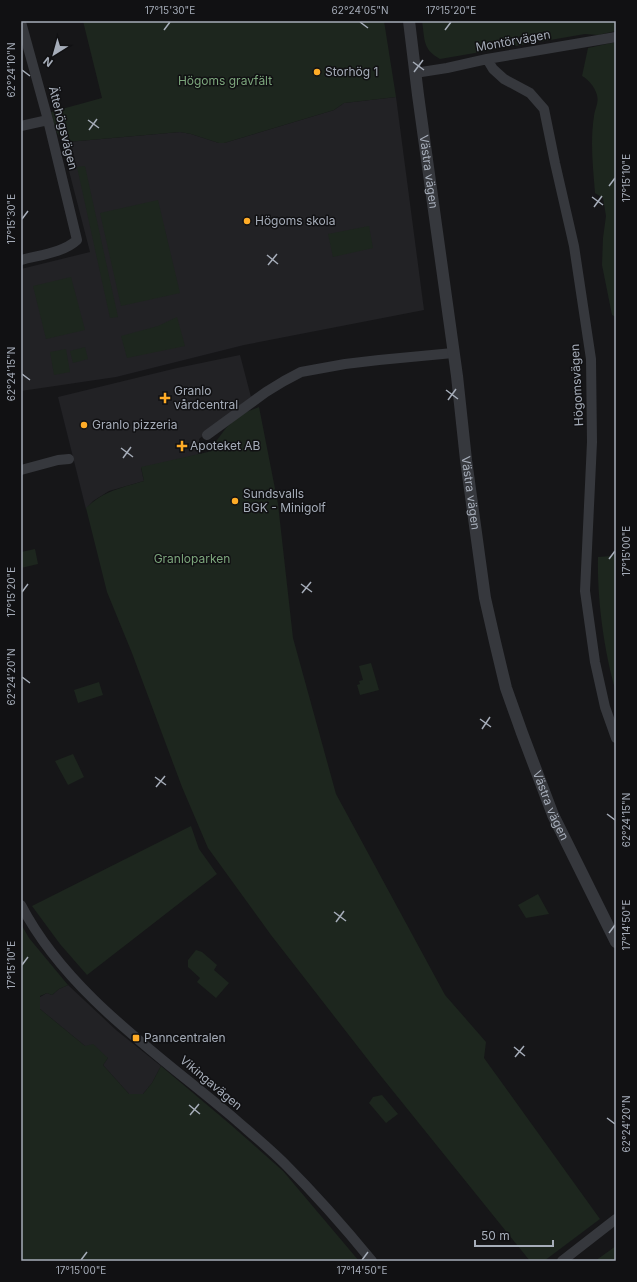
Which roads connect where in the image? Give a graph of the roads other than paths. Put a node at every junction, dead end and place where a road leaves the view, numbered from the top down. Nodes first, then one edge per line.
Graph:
1 (409, 21) edge
2 (21, 22) edge
3 (616, 37) edge
4 (487, 58) junction
5 (416, 72) junction
6 (48, 120) junction
7 (21, 126) edge
8 (21, 260) edge
9 (453, 353) junction
10 (207, 435) dead end
11 (69, 459) dead end
12 (21, 470) edge
13 (616, 738) edge
14 (21, 905) edge
15 (616, 942) edge
16 (616, 1219) edge
17 (372, 1261) edge
18 (562, 1261) edge

1 - 5 street, Västra vägen
2 - 6 street, Ättehögsvägen
3 - 4 street, Montörvägen
4 - 5 street, Montörvägen
4 - 13 street, Högomsvägen
5 - 9 street, Västra vägen
6 - 7 street
6 - 8 street, Ättehögsvägen
9 - 10 street
9 - 15 street, Västra vägen
11 - 12 street
14 - 17 street, Vikingavägen
16 - 18 street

■ **Task goal**
For the material above, repeat each line exactly and leave out the pictures.

■ **Answer for the task**
Which roads connect where in the image? Give a graph of the roads other than paths. Put a node at every junction, dead end and place where a road leaves the view, numbered from the top down. Nodes first, then one edge per line.
Graph:
1 (409, 21) edge
2 (21, 22) edge
3 (616, 37) edge
4 (487, 58) junction
5 (416, 72) junction
6 (48, 120) junction
7 (21, 126) edge
8 (21, 260) edge
9 (453, 353) junction
10 (207, 435) dead end
11 (69, 459) dead end
12 (21, 470) edge
13 (616, 738) edge
14 (21, 905) edge
15 (616, 942) edge
16 (616, 1219) edge
17 (372, 1261) edge
18 (562, 1261) edge

1 - 5 street, Västra vägen
2 - 6 street, Ättehögsvägen
3 - 4 street, Montörvägen
4 - 5 street, Montörvägen
4 - 13 street, Högomsvägen
5 - 9 street, Västra vägen
6 - 7 street
6 - 8 street, Ättehögsvägen
9 - 10 street
9 - 15 street, Västra vägen
11 - 12 street
14 - 17 street, Vikingavägen
16 - 18 street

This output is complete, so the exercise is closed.